Segundo Manoela Miranda, no que diz saudação à aprendizagem, o país ainda tem um longo caminho a percorrer, principalmente quando se olha para o resultado de aprendizagem adequada em matemática e língua portuguesa no ensino médio.
O anuário mostra que unicamente 4,5% dos jovens da 3ª série do ensino médio público tinham aprendizagem adequada em matemática e em língua portuguesa. Entre os jovens do 9º ano do ensino fundamental, esse percentual é de somente 13,3%, e, entre os alunos do 5º ano do ensino fundamental, chega a 37,2%.

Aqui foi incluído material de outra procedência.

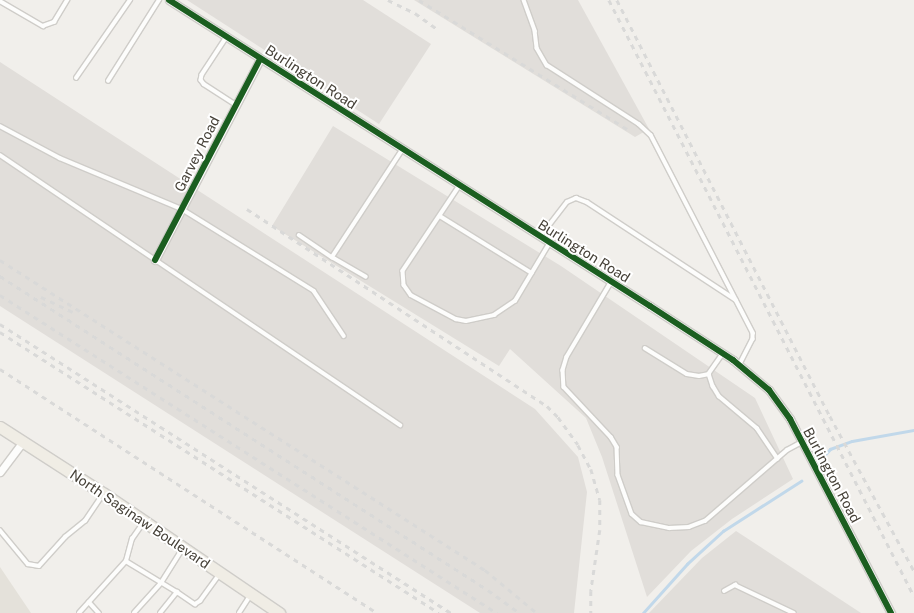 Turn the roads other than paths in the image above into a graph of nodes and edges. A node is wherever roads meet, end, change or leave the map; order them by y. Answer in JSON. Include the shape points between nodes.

“Quero sobresair os avanços – principalmente em entrada à ensino, desfecho, menor distorção idade-série –, por outro lado, quero sobresair a relevância desses dados e de se olhar para as desigualdades regionais, socioeconômicas e raciais que existem no país para avançarmos uma ensino de qualidade com justiça”, disse.
Para a perito, o anuário tem relevância enquanto mostra de evidências e base de dados para elaboração de políticas educacionais. “Atualmente, no Congresso [Nacional], tramita o Projecto Pátrio de Ensino, que vai colocar metas e estratégias para o próximo decênio da ensino brasileira. É muito importante olharmos para esses dados e os desafios que ainda existem para termos boas metas, ambiciosas mas realistas para a ensino que queremos daqui a dez anos.”